§ BRIEF
Would you filter these records and copy every line that has the word "paths"?

^^^^^^^^

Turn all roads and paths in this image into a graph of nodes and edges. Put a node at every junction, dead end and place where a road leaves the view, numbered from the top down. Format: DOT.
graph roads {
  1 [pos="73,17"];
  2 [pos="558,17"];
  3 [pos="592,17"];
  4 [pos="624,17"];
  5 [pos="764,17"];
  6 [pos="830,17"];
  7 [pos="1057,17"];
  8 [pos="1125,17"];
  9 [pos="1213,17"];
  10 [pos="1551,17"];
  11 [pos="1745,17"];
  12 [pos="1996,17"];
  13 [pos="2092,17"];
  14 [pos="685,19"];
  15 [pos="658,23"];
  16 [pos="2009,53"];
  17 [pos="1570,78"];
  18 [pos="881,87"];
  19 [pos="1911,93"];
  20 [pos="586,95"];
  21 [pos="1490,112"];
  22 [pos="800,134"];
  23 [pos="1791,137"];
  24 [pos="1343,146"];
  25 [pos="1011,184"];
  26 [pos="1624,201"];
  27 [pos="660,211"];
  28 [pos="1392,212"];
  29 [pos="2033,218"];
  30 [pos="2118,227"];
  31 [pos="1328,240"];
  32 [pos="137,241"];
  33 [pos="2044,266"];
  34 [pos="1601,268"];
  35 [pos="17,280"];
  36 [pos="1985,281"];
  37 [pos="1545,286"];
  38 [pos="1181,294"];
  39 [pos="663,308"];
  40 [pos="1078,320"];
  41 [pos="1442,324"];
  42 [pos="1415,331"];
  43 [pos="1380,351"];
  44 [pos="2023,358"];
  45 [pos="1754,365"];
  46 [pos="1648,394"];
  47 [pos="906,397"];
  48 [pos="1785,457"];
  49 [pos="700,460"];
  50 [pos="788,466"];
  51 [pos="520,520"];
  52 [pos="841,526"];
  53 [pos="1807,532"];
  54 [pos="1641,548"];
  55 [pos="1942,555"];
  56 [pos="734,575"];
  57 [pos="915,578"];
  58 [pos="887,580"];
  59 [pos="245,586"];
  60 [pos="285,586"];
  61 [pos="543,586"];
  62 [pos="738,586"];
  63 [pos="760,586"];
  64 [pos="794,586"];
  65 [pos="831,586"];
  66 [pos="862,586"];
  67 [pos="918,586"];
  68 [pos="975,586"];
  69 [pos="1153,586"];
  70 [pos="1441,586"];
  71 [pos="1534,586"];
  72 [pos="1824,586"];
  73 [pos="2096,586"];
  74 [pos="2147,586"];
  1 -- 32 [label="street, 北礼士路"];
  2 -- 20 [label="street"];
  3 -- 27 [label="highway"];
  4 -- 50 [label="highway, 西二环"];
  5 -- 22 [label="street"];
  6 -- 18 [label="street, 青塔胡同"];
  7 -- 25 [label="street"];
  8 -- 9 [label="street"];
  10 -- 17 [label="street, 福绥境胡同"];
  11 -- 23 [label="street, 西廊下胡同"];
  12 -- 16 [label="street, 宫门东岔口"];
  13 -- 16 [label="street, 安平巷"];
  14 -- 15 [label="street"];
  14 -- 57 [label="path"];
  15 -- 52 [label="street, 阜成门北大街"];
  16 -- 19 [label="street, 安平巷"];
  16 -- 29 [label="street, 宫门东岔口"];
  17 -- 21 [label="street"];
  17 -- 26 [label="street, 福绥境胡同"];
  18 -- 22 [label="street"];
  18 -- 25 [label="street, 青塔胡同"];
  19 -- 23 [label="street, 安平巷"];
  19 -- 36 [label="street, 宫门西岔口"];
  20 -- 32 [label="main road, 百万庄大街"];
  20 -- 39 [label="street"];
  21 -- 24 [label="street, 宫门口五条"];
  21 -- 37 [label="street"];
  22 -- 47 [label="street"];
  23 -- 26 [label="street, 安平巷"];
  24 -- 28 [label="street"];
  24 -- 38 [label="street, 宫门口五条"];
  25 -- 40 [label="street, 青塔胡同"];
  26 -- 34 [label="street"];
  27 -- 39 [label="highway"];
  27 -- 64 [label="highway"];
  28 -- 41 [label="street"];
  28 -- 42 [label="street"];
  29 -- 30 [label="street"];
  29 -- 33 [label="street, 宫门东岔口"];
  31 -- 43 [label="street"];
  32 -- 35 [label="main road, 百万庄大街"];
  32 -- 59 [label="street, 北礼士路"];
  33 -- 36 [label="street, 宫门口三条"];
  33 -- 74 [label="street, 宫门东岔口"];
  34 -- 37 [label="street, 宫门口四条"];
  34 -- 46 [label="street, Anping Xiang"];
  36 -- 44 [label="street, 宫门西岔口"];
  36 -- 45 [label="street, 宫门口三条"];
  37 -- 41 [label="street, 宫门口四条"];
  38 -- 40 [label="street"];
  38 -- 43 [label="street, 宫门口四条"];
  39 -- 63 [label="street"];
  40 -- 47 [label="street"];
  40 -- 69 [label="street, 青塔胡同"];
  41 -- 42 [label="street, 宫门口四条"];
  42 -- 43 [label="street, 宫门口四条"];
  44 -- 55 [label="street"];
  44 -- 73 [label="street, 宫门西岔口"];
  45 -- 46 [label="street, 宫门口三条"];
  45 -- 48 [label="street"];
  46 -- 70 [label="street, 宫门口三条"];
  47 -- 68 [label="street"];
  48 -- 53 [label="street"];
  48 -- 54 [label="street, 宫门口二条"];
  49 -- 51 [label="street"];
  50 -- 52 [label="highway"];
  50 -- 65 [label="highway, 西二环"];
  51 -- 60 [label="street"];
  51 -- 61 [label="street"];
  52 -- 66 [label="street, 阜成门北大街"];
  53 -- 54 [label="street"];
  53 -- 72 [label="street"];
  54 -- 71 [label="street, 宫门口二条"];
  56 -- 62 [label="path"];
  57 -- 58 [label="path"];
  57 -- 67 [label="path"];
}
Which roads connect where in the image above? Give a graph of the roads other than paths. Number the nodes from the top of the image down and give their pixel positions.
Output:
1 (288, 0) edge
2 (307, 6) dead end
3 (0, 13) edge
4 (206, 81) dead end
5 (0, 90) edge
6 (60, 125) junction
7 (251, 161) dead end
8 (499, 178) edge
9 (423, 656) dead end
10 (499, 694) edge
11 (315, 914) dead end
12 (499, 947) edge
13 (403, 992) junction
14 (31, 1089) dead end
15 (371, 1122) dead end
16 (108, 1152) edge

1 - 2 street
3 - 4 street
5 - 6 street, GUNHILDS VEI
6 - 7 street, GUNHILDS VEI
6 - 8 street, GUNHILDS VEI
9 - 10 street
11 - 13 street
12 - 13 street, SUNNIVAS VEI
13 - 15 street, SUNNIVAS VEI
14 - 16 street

^^^^^^^^

§ THE COMPLETED TASK
Turn all roads and paths in this image into a graph of nodes and edges. Put a node at every junction, dead end and place where a road leaves the view, numbered from the top down. Format: DOT.
Which roads connect where in the image above? Give a graph of the roads other than paths. Number the nodes from the top of the image down and give their pixel positions.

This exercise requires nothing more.